(People photos with keypoints)
Segment Open

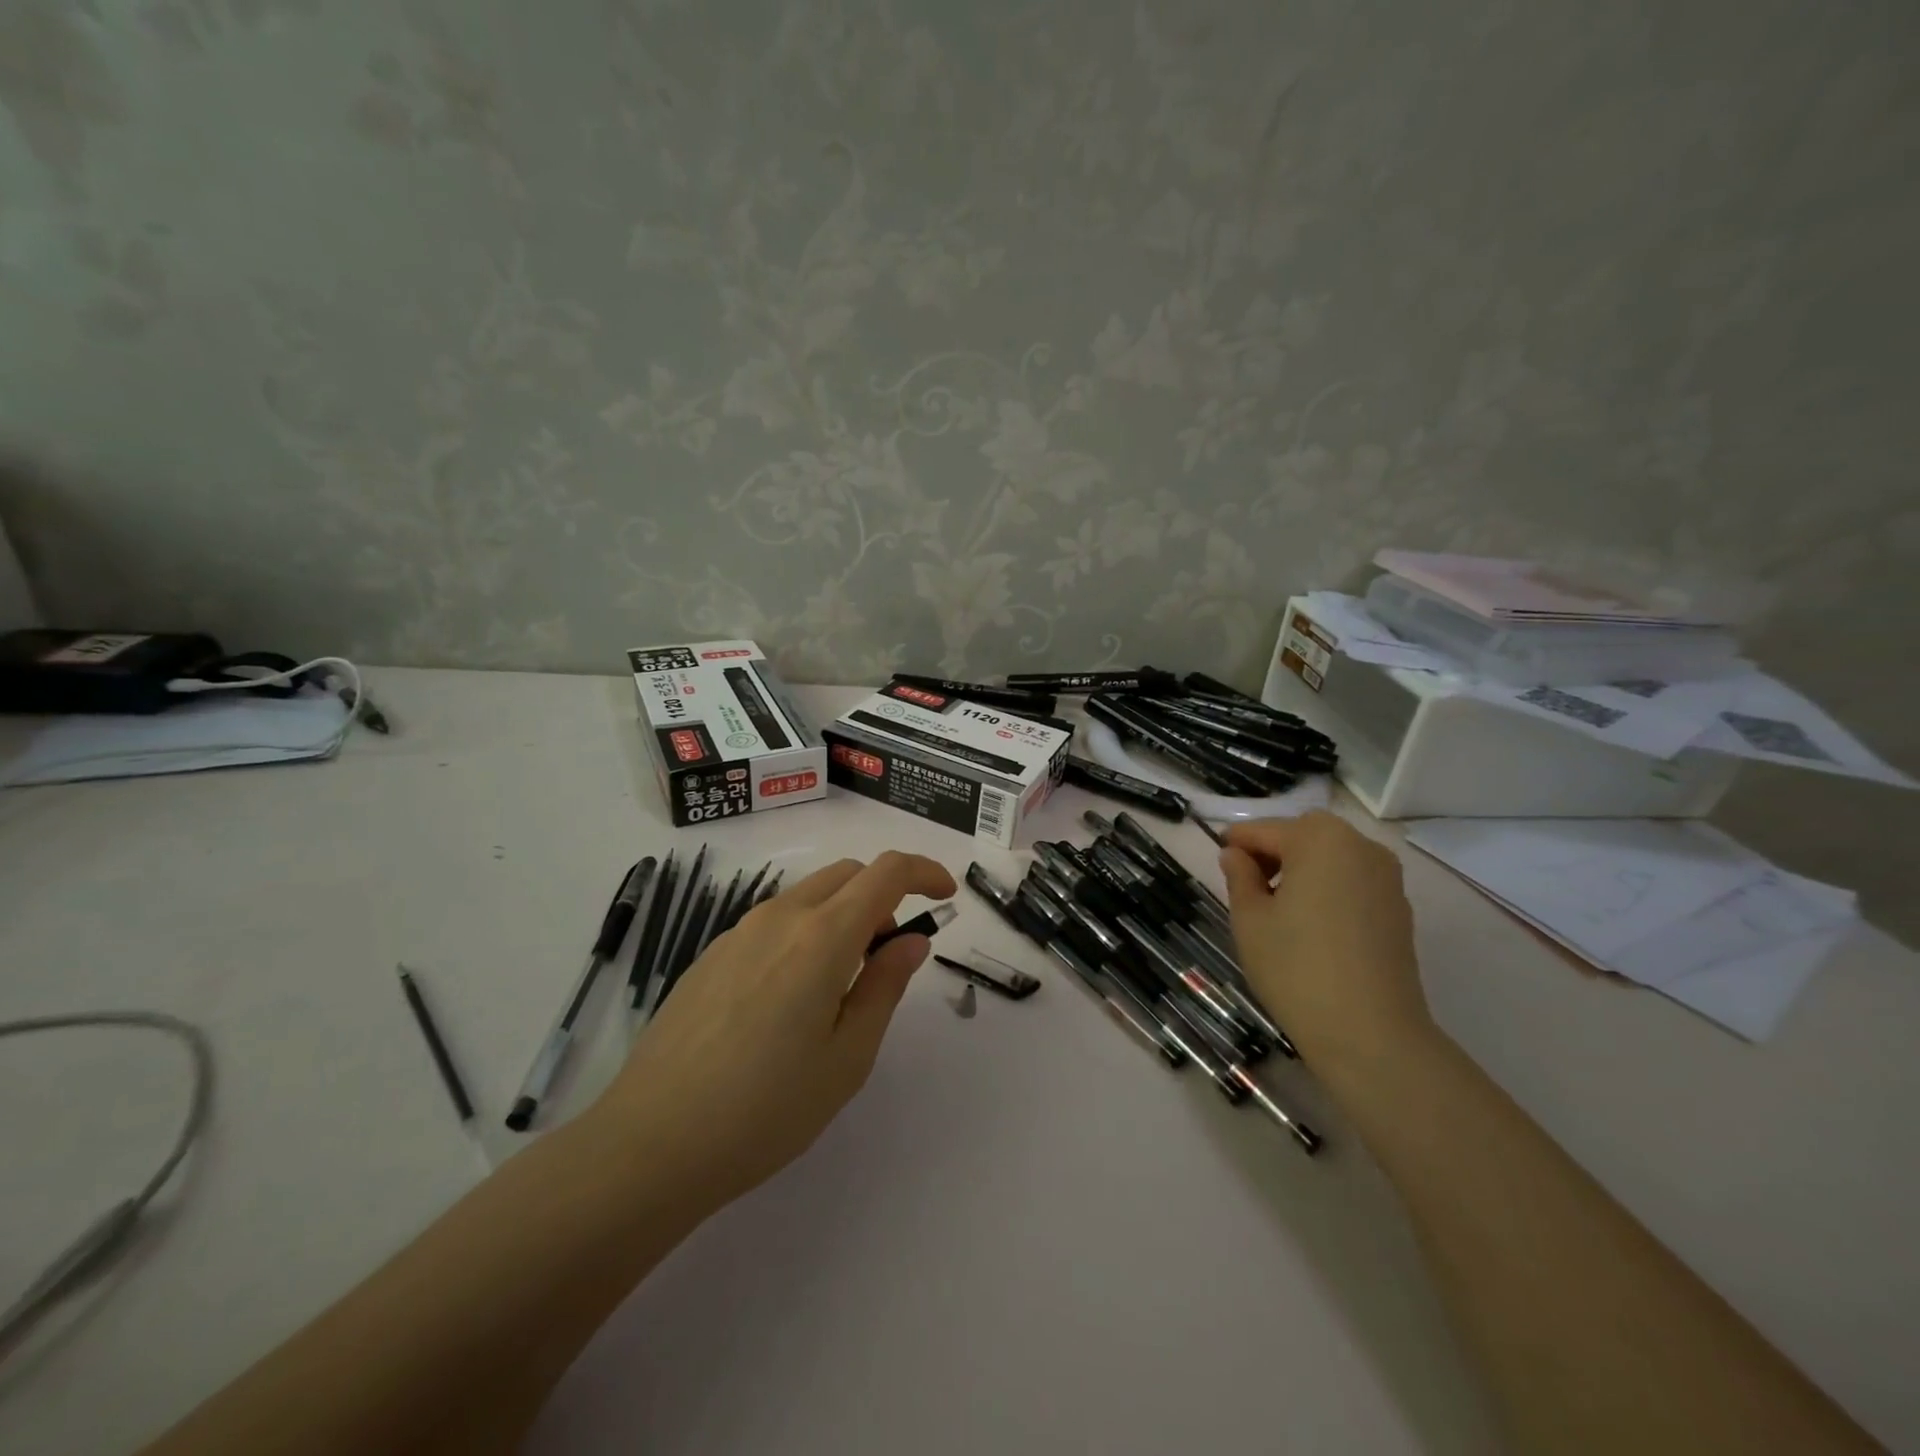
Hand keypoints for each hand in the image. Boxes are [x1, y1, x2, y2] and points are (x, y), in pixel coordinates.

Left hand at [594, 851, 957, 1210]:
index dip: (925, 872)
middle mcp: (780, 917)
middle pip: (848, 874)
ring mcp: (739, 932)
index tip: (945, 897)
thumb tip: (911, 940)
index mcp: (822, 937)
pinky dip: (805, 932)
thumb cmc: (765, 1109)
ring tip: (840, 986)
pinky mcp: (711, 954)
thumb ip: (885, 986)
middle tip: (889, 955)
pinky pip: (774, 921)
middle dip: (883, 896)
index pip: (887, 872)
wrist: (650, 1143)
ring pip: (809, 895)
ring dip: (843, 915)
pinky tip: (789, 1000)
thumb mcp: (847, 1057)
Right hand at [1218, 812, 1433, 1076]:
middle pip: (1303, 835)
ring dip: (1301, 869)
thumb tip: (1235, 855)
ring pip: (1331, 857)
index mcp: (1319, 839)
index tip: (1217, 861)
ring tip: (1278, 909)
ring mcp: (1386, 878)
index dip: (1235, 843)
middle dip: (1272, 852)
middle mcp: (1360, 846)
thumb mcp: (1249, 919)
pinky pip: (1352, 881)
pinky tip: (1311, 926)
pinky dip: (1328, 889)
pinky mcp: (1399, 908)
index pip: (1264, 829)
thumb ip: (1240, 876)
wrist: (1370, 1034)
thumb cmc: (1296, 967)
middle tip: (1246, 887)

Segment Closed

• **Work request**
Without including any picture, print every record exactly as written above.

• **Response box**
Hand keypoints for each hand in the image. Boxes are [x1, y1, x2, y2] and points are (x, y), in pixel coordinates.

Left hand at [594, 851, 957, 1210]:
index dip: (925, 872)
middle mcp: (780, 917)
middle pip: (848, 874)
ring mcp: (739, 932)
index tip: (945, 897)
thumb tip: (911, 940)
index mcp: (822, 937)
pinky dip: (805, 932)
thumb cmc: (765, 1109)
ring tip: (840, 986)
pinky mcp: (711, 954)
thumb ip: (885, 986)
middle tip: (889, 955)
pinky pip: (774, 921)
middle dip: (883, 896)
index pip: (887, 872)
wrist: (650, 1143)
ring pip: (809, 895)
ring dip: (843, 915)
pinky tip: (789, 1000)
thumb mcp: (847, 1057)
Right hand at [1218, 812, 1433, 1076]:
middle pip: (1303, 835)
ring dip: (1301, 869)
thumb tip: (1235, 855)
ring pip: (1331, 857)
index mcp: (1319, 839)
index tip: (1217, 861)
ring tip: (1278, 909)
ring mcp: (1386, 878)
index dip: (1235, 843)
middle dip: (1272, 852)
middle mcp: (1360, 846)
thumb mcp: (1249, 919)
pinky pip: (1352, 881)
pinky tip: (1311, 926)
pinky dip: (1328, 889)
pinky mcp: (1399, 908)
index pip: (1264, 829)
thumb ip: (1240, 876)
wrist: (1370, 1034)
thumb cmc: (1296, 967)
middle tip: (1246, 887)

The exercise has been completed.